■ **Assignment**: Only lines with the string "graph" matter here; gather them from the material below.

■ **Data records**:
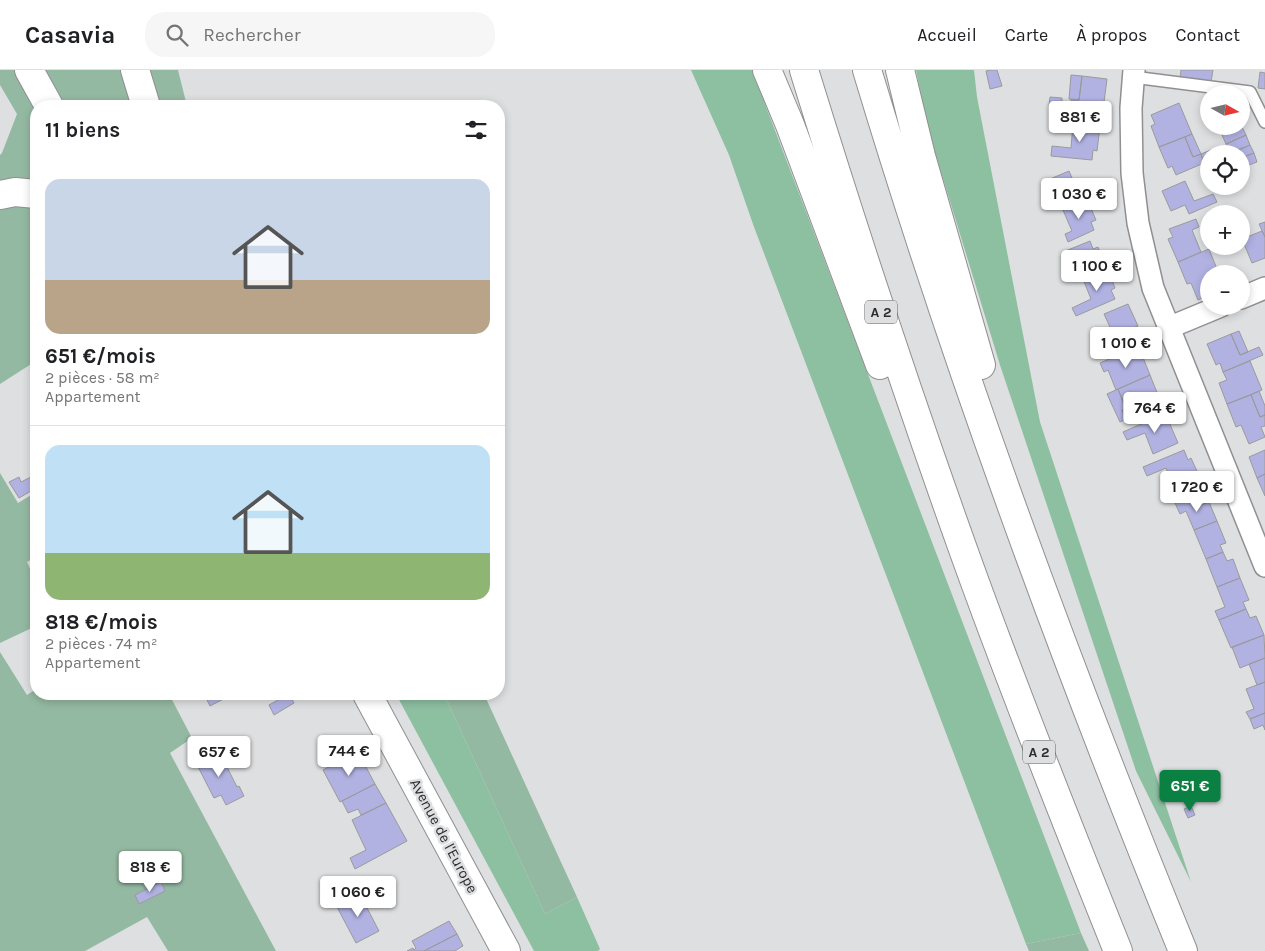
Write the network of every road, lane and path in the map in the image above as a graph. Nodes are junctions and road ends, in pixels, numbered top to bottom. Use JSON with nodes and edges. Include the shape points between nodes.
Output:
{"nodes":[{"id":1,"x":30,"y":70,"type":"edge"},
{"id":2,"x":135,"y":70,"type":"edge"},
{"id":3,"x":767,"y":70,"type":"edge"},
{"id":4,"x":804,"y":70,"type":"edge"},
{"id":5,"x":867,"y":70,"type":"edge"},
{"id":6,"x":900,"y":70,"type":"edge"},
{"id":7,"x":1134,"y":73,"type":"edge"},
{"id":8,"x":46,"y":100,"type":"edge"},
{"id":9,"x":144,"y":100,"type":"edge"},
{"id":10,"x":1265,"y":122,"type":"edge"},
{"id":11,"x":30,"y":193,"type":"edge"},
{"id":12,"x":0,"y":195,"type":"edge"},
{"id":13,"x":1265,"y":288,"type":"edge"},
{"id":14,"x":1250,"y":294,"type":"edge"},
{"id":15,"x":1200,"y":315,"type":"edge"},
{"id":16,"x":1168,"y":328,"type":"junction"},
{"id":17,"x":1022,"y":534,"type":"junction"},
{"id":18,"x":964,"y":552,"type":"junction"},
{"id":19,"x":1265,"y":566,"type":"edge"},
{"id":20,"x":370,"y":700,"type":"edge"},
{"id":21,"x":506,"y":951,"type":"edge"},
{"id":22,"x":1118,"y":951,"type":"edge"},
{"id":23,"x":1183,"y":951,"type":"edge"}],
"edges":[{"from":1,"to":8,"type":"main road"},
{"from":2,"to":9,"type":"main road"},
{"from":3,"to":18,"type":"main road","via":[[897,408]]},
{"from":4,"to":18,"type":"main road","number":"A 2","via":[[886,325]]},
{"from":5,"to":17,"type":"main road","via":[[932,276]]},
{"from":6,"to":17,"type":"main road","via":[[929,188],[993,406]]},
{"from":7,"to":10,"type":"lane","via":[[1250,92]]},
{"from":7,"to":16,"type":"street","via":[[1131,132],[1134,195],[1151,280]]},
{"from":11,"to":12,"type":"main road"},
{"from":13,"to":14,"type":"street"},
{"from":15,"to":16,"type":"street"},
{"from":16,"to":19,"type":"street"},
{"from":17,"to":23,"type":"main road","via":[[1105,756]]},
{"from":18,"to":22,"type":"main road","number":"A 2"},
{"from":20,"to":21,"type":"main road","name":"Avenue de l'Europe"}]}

--

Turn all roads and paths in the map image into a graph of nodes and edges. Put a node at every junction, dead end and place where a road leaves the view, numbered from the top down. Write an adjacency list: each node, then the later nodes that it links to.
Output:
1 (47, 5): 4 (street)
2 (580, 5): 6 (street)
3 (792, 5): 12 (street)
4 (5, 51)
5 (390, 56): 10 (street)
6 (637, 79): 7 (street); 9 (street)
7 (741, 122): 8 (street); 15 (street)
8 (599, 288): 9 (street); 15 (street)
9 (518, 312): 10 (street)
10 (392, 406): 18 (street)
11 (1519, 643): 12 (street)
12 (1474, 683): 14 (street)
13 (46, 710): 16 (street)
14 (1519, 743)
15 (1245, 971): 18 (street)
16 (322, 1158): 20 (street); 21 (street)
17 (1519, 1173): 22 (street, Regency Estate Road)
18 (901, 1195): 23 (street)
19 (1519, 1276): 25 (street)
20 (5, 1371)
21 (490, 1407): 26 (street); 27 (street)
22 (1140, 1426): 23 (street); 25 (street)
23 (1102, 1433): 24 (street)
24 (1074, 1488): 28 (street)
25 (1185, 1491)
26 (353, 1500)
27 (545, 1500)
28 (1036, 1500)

■ **Output of the exercise**:
Write the network of every road, lane and path in the map in the image above as a graph. Nodes are junctions and road ends, in pixels, numbered top to bottom. Use JSON with nodes and edges. Include the shape points between nodes.
Turn all roads and paths in the map image into a graph of nodes and edges. Put a node at every junction, dead end and place where a road leaves the view, numbered from the top down. Write an adjacency list: each node, then the later nodes that it links to.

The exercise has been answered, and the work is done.